Yesterday’s Chore List

by Tara L. Masih

Lora Lee looks down at her hand, suspended over the back of yesterday’s chore list. She holds a pencil with not much lead left in it. Just a fat shiny end to the stub, smooth from use. But she is focused on her hand and not on the fact that there is no good point to write her note with. Her skin at the crook of her thumb and first finger looks dry and wrinkled. The deep creases a thousand mad tributaries across a dry flat land. She remembers a nursery rhyme about a woman and an alligator purse.

She wonders when her skin took the brunt of her life. Pencil poised, the chores on the other side of the scrap paper remain uncrossed off. What happened to keep them from being finished still lingers around her in the dense farmhouse air and musty gingham curtains.

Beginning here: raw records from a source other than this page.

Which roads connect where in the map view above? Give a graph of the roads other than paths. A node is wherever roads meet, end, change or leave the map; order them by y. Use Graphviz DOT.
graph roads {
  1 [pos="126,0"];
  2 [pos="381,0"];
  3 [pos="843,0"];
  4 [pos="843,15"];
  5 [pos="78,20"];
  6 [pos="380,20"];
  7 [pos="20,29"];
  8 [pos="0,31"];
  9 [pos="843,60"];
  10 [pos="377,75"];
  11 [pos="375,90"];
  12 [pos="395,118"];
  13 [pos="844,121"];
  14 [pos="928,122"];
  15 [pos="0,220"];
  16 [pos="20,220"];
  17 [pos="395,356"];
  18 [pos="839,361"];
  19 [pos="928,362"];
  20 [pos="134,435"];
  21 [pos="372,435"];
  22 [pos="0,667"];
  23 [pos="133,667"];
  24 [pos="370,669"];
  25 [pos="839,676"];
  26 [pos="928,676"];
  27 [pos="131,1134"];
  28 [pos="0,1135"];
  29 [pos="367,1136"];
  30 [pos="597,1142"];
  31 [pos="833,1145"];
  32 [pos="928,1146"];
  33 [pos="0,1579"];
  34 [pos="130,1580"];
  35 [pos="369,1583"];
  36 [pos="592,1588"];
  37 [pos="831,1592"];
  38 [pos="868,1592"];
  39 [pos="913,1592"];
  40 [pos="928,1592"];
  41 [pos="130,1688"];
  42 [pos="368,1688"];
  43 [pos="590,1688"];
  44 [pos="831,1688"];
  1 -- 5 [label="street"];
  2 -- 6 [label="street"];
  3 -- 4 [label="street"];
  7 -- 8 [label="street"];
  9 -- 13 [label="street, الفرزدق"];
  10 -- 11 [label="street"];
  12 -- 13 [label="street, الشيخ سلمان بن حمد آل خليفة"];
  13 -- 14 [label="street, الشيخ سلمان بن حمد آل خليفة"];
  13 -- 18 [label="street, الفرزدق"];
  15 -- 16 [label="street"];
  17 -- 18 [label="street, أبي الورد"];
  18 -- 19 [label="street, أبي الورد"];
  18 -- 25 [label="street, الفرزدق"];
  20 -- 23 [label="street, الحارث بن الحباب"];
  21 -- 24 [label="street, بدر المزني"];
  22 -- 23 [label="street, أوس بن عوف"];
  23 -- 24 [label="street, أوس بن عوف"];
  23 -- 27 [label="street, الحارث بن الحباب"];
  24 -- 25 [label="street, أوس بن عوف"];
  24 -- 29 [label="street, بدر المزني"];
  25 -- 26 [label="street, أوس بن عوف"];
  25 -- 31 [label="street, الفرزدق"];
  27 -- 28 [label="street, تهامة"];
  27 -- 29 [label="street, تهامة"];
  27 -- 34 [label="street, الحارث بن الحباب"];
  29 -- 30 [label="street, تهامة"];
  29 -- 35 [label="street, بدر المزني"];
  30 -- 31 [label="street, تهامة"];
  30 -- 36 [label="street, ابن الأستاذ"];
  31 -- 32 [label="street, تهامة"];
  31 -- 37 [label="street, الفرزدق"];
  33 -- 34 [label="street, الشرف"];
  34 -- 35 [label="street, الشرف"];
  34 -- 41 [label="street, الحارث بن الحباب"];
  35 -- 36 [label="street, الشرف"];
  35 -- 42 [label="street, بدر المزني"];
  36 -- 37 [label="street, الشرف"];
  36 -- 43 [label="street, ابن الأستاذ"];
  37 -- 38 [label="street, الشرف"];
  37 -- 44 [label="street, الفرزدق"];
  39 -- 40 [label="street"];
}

Look, she had said to her husband when she found the remains near the tilled garden. Look! She knew she sounded shrill, accusatory, as if he had left them there for her to stumble on.

Must’ve been a fisher cat, he shrugged in his noncommittal way. Or a fox. I’ll get the shovel.

She’d heard cries the night before, high-pitched, shrieks really, making their way through the cool, dark, dewy yard to their open window. The cries were odd, not something she’d heard before, sort of like the cries of bats, but louder. She was wide awake to any misery that wanted to join hers at that moment, and she took the cries in and made them her own.

The remains were obscene, the two connected hind feet of a baby rabbit. That was all that was left. A clean scissor cut, right above the leg bones. No blood, no fur; no scat from its predator.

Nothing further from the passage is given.